What are the implications for your business when cheap becomes chic in the developed world – and the companies ready to meet emerging customer and consumer demands are the new global challengers?
“FUNCTIONALL captures the phenomenon of simple, small and/or cheap products and services designed for low(er)-income consumers in emerging markets, with cross-over appeal to consumers in mature consumer societies. Goods and services especially designed for emerging markets often incorporate one or more of the following characteristics:
- Smaller and/or limited number of features, to keep prices low.
- Simpler, or easier to use, for inexperienced consumers.
- Energy efficient (or not using any traditional energies at all) and/or easy to repair and/or waste-reducing.
- Robust, as some of them are used in rugged conditions.
- Well-designed (the democratization of design is a global phenomenon).
- Aimed at helping owners to generate income, or allow users to create self-sustaining systems.”
So why are these cheap products and services becoming increasingly attractive to consumers in more developed economies, as well as in RDEs? Trendwatching suggests: Price, reflecting a new consumer frugality born of the recent recession; simplicity and convenience, reflecting more transient and busy lifestyles, particularly in growing urban areas; design, with design in emerging economies catching up with that of developed economies; and sustainability, appealing to eco-conscious consumers.
It’s not a one-off phenomenon. The many examples highlighted in the briefing demonstrate that cheap is becoming chic across multiple industries, from computing and gaming to finance to food and beverage to automotive to domestic appliances to transport. Think computers for less than US$100, microfinance in the United States, low cost mass market cars for Europe, low cost domestic appliances, solar-powered lights, and water purifiers to tackle polluted water and remove the need for bottled water. Consider the £5,000 Dacia Logan (Dacia is a subsidiary of Renault), manufactured for the Romanian market which became a hit in France, Germany and the UK – with simplicity of engineering the key to keeping both purchase and servicing costs down, attracting a new segment of buyers. Or take Godrej Industries in India, whose primary business is chemicals and edible oils, which has recently announced the world’s cheapest refrigerator and is on BusinessWeek’s April 2009 list of the world’s unsung innovative companies. Companies that are not yet innovating – radically – to respond to these trends face an uphill struggle.
Some of the companies at the forefront of developing the innovations described in the FUNCTIONALL Trend Briefing, are forward-thinking companies originating in developed economies but with strong global presence. Other major companies include the Tata Group, Bajaj Auto (partnership with Renault-Nissan), and Mahindra and Mahindra which can be found amongst the ranks of the “The 2009 BCG 100 New Global Challengers,” identified in the Boston Consulting Group’s report of this name in January 2009, while the rest of the examples focus on smaller or start-up enterprises, some of which could well make BCG’s list of new global challengers in future.

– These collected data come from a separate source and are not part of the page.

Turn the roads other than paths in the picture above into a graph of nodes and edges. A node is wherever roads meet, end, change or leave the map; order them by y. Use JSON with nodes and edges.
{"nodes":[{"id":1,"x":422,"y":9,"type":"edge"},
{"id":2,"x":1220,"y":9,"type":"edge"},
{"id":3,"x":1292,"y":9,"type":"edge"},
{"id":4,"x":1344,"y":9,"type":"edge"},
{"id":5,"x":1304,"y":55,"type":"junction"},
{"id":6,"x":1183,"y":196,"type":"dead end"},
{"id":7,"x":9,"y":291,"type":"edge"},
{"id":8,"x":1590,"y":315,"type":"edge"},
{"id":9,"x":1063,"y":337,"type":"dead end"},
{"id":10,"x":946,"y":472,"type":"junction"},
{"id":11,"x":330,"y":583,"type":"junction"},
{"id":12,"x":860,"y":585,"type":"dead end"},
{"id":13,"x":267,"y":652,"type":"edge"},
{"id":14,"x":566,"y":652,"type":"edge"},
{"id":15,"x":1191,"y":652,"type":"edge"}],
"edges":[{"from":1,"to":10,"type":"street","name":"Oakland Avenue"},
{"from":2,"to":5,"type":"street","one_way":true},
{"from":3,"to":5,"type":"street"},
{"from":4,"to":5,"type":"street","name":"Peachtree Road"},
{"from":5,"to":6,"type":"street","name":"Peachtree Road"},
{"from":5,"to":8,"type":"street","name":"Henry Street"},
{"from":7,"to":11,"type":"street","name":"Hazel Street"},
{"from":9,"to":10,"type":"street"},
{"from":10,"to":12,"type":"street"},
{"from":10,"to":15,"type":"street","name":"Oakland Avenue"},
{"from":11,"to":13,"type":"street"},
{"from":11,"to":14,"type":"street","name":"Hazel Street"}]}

The BCG list covers a diverse set of industries, business models and countries, which nonetheless exhibit a number of common characteristics that have played a key role in the development of these companies into contenders for global leadership in the market spaces in which they compete. These characteristics include:
- Favorable starting positions in RDEs: Early, privileged access to high growth markets, natural resources and low-cost talent pools, and freedom from the legacies of high-cost assets and premium price-focused business models often facing their developed world competitors, provide the global challengers with a strong home base from which to expand globally, plus innovative business models that focus on low price at “good enough” quality while addressing resource issues.

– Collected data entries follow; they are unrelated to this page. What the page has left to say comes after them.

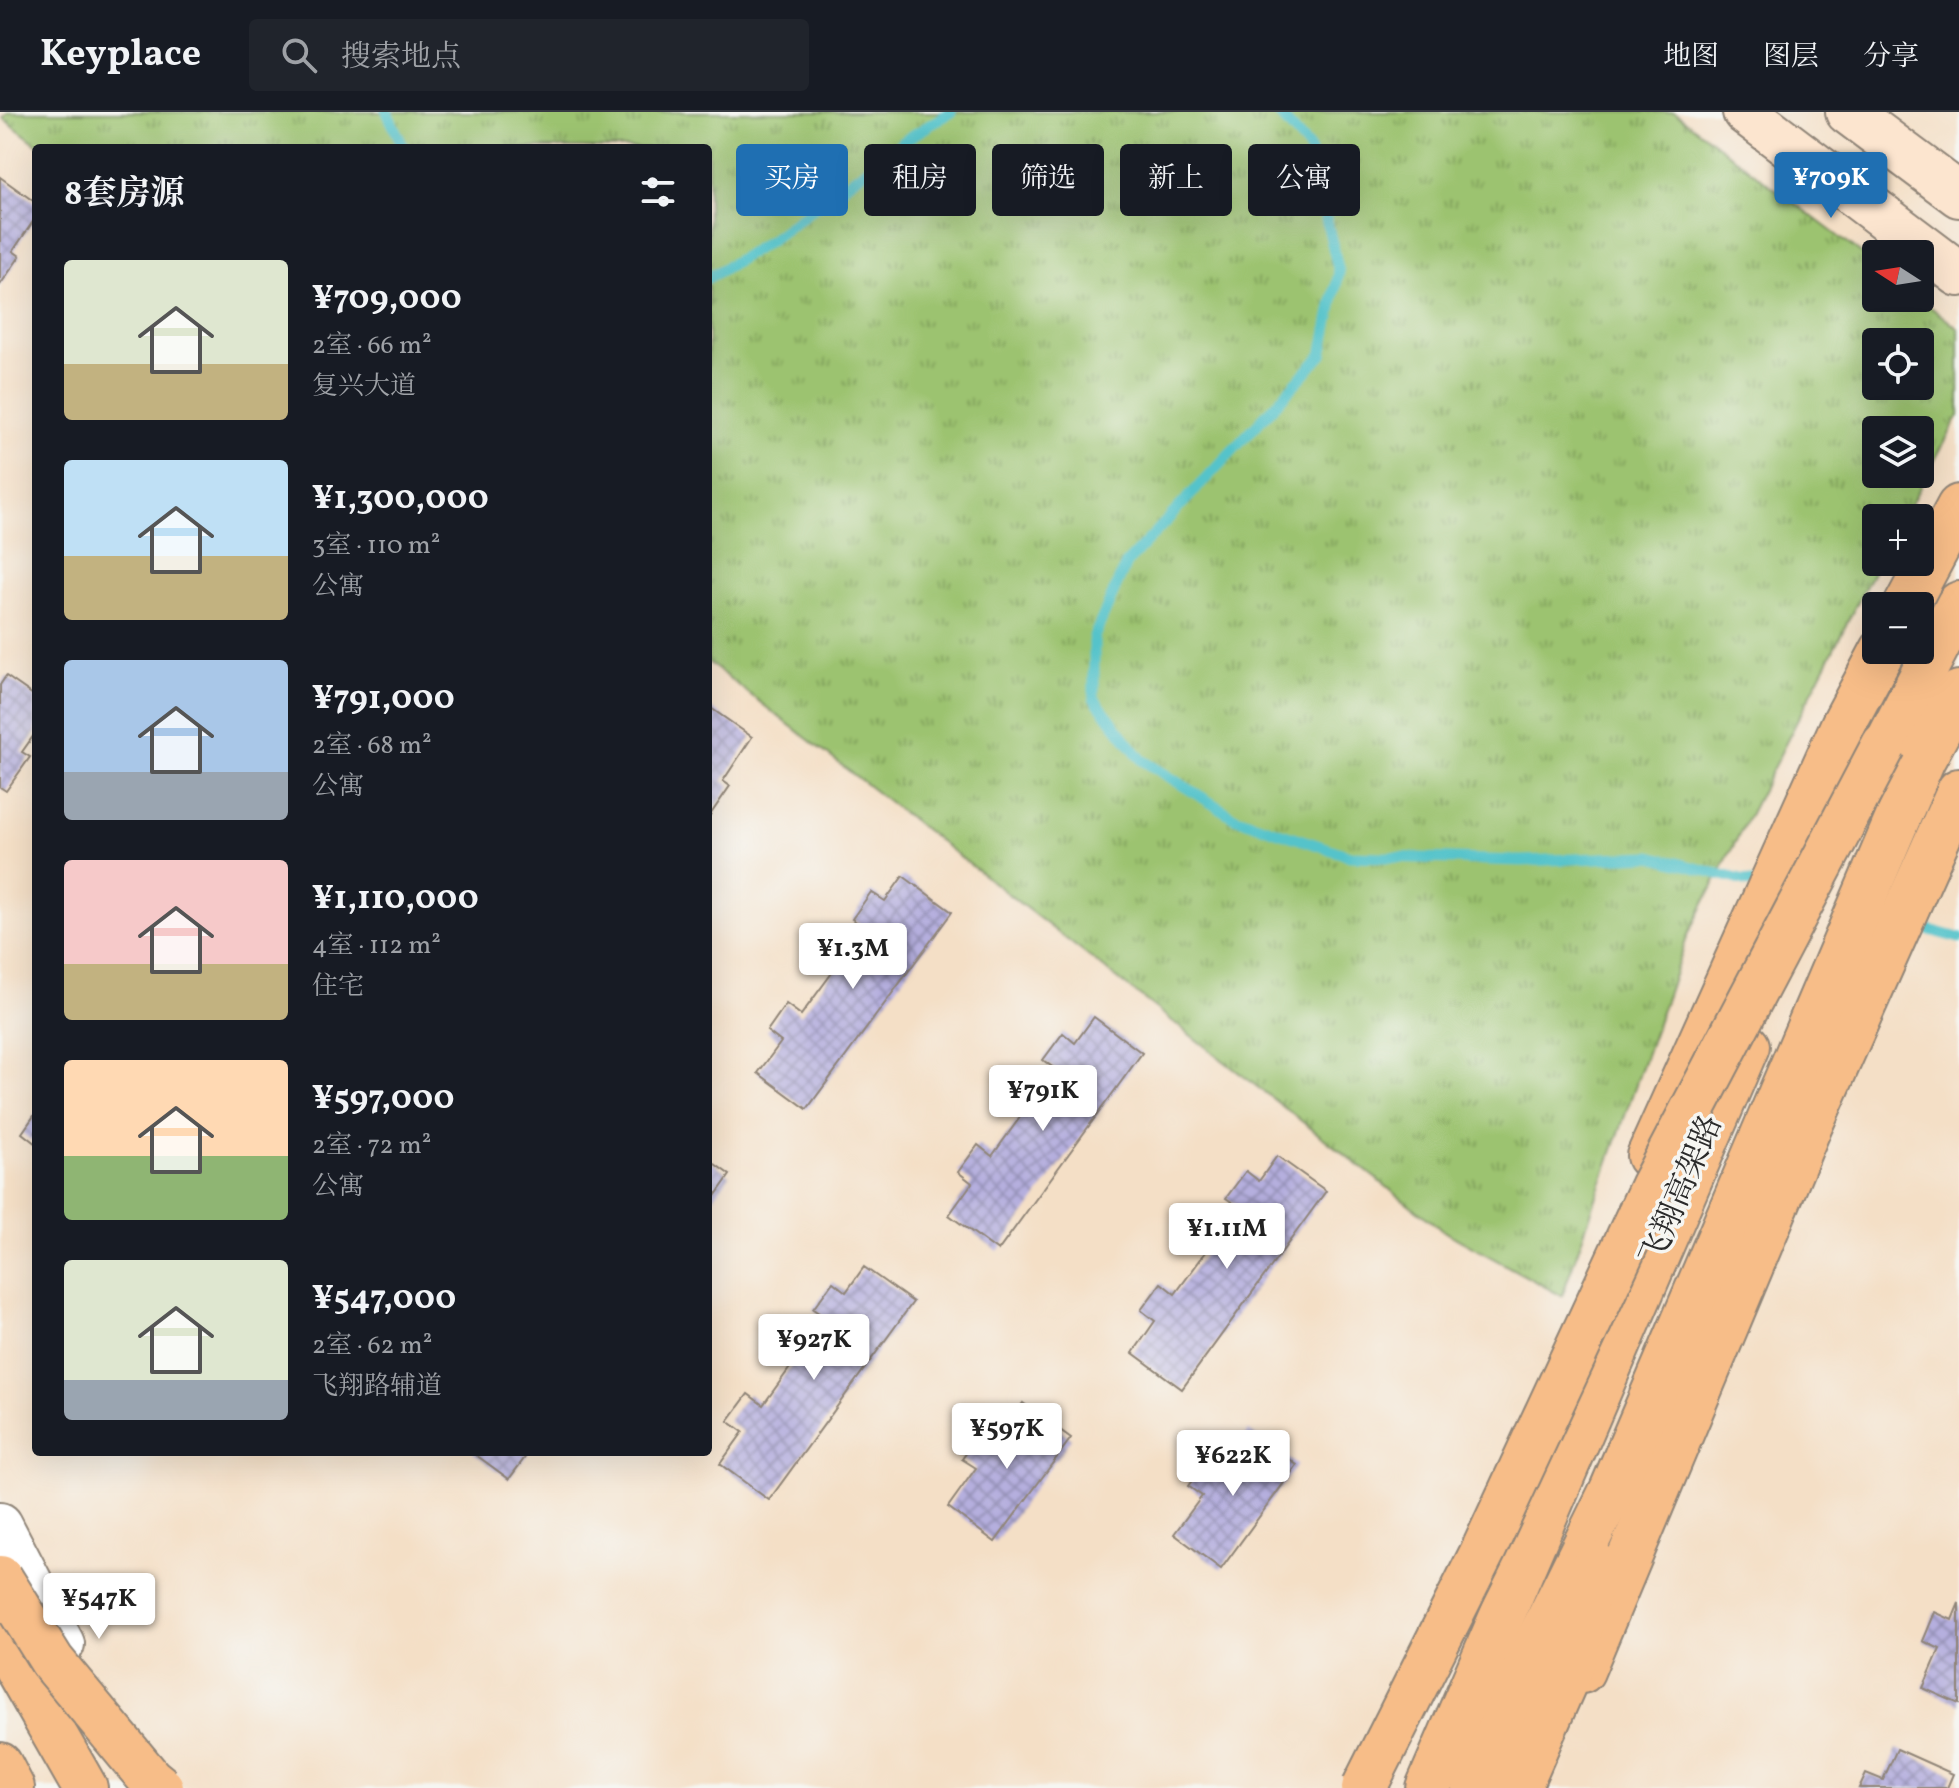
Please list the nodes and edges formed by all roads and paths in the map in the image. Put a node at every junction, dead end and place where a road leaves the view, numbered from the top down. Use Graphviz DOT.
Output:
graph roads {
  1 [pos="1745,112"];
  2 [pos="1848,112"];
  3 [pos="1959,195"];
  4 [pos="1959,274"];
  5 [pos="1959,507"];
  6 [pos="1913,592"];
  7 [pos="1959,604"];
  8 [pos="1876,664"];
  9 [pos="1959,693"];
  10 [pos="1884,745"];
  11 [pos="1959,791"];
  12 [pos="1612,1490"];
  13 [pos="0,1525"];
  14 [pos="0,1578"];
  15 [pos="0,1639"];
  16 [pos="0,1765"];
  17 [pos="12,1788"];
  18 [pos="85,1788"];
  19 [pos="137,1788"];
  20 [pos="161,1788"];
  21 [pos="1364,1788"];
  22 [pos="1374,1788"];
  23 [pos="1428,1788"];
  24 [pos="1474,1788"];
  25 [pos="1518,1788"];
  26 [pos="1534,1788"];
  1 -- 4 [label="main road"];
  2 -- 3 [label="main road"];
  5 -- 6 [label="main road"];
  7 -- 10 [label="main road, 飞翔高架路"];
  8 -- 22 [label="main road"];
  9 -- 12 [label="main road, 飞翔高架路"];
  10 -- 21 [label="main road, bridge"];
  10 -- 23 [label="main road, 飞翔高架路, bridge"];
  11 -- 26 [label="main road"];
  12 -- 24 [label="main road, 飞翔高架路"];
  12 -- 25 [label="main road"];
  13 -- 19 [label="street"];
  14 -- 20 [label="main road, bridge"];
  15 -- 18 [label="main road"];
  16 -- 17 [label="main road"];
}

- The ambition to go for global leadership: The ambition, vision and willingness to tolerate substantial risks among the owners and founders of the global challengers provides the motivation for overseas expansion; the risk tolerance is reinforced by the fact that three-quarters of the global challengers are privately held or controlled by a limited number of shareholders (including states) so have agendas that extend beyond shareholder returns, while offering an effective defense against hostile takeovers.
- A willingness to reach outside for rapid growth: Few global challengers go it alone. The ability to leverage international resources and expertise is a critical success factor, with many challengers partnering to build world-class capabilities, using acquisitions to rapidly develop global leadership positions (in some cases in collaboration with private equity firms and international advisors), and working hard to globalize their management teams by tapping into talent outside their home markets.
So what’s the connection between FUNCTIONALL and new global challengers? Together they demonstrate the expanding fight for value creation & capture, one of the overarching areas of competition highlighted in The Global Trends Report 2010. The growth of the FUNCTIONALL phenomenon provides fertile ground in developed markets for the new global challengers to expand and to grow, leveraging their “cheap and chic” business models, which many have demonstrated to be extremely flexible in entering new markets. And they have been growing successfully and profitably – BCG’s analysis suggests the 100 global challengers have grown revenues faster (29% per annum from 2005 to 2007 versus 5% p.a. for the S&P 500) and earned higher profits (17% average operating margin in 2007 versus 14% for the S&P500) than their multinational peers in developed markets.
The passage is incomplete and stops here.